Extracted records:
• • • •
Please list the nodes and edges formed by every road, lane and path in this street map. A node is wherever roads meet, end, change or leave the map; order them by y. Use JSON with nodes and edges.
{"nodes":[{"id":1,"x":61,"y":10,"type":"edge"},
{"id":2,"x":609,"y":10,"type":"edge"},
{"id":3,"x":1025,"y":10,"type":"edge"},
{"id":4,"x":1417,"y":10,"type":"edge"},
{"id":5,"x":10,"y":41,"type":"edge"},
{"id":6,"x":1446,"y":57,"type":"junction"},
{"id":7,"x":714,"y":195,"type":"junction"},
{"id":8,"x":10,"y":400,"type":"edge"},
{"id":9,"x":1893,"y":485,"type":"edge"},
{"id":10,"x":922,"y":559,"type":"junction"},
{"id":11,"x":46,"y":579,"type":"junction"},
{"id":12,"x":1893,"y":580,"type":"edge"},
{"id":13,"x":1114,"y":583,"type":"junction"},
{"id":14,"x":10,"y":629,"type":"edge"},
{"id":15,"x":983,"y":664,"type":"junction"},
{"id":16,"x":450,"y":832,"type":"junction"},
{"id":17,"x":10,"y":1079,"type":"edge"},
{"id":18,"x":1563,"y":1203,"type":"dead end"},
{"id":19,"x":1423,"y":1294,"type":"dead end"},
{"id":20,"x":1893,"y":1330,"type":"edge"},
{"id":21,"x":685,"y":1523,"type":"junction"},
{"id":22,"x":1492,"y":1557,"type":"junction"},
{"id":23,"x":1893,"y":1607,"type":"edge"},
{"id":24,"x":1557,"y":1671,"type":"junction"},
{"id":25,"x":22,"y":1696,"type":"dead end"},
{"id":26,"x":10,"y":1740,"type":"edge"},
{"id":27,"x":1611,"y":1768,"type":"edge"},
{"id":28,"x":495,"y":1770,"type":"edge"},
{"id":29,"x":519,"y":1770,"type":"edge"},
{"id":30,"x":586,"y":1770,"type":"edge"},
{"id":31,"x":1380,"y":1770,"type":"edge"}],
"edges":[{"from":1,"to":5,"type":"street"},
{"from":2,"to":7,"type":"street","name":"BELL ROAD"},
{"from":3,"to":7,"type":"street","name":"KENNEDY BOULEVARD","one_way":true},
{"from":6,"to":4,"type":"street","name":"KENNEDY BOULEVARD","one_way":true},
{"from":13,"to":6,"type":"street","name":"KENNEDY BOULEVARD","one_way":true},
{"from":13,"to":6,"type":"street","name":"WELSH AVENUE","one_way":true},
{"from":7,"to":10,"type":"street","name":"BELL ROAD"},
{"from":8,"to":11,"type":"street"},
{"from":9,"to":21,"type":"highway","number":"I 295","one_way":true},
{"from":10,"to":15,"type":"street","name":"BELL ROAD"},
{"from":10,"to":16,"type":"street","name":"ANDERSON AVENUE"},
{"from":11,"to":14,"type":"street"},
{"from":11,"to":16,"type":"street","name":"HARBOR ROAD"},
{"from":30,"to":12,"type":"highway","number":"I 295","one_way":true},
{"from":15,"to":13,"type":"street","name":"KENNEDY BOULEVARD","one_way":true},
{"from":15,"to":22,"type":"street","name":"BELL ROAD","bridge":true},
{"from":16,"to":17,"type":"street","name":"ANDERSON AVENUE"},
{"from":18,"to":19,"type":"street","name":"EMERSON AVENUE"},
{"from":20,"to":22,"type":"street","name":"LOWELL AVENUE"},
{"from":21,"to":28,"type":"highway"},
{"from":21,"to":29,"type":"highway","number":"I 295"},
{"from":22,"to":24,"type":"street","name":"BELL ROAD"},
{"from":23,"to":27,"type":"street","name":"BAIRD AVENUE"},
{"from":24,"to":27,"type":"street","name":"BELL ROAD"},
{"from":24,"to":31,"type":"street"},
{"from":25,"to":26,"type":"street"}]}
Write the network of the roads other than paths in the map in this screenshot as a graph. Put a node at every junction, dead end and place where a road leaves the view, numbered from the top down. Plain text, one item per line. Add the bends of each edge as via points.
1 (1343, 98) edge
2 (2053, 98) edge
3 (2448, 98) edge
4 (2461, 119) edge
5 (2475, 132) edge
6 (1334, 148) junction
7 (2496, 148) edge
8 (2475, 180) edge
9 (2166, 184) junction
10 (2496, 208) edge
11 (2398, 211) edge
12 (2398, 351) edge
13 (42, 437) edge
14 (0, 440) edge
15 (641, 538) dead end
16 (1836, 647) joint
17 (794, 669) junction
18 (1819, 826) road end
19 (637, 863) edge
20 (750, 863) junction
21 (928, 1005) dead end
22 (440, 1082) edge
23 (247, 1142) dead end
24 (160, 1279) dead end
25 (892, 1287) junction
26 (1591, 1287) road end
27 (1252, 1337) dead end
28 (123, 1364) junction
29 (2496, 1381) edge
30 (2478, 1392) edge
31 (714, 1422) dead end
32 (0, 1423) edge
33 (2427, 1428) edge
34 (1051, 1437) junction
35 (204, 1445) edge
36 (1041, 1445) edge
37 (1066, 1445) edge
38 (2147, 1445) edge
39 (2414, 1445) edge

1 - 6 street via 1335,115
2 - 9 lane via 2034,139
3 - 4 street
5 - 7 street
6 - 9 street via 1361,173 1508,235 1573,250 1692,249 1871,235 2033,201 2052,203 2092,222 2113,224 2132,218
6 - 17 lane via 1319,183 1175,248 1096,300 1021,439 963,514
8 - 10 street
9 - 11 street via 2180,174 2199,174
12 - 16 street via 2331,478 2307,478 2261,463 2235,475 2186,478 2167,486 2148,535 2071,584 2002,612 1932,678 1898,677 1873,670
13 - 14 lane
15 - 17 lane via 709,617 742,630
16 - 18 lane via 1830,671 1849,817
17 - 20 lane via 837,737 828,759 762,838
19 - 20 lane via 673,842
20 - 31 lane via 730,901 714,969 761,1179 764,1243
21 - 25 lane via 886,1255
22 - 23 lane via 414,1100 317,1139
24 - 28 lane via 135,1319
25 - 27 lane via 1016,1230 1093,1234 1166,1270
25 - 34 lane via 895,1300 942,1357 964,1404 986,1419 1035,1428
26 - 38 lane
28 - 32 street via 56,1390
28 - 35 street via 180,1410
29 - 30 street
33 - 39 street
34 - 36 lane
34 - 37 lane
• • • •
PROBLEM TO WORK ON:
In the entries above, how many lines hold the word "AVENUE"? State the number only.

ANSWER SECTION:
6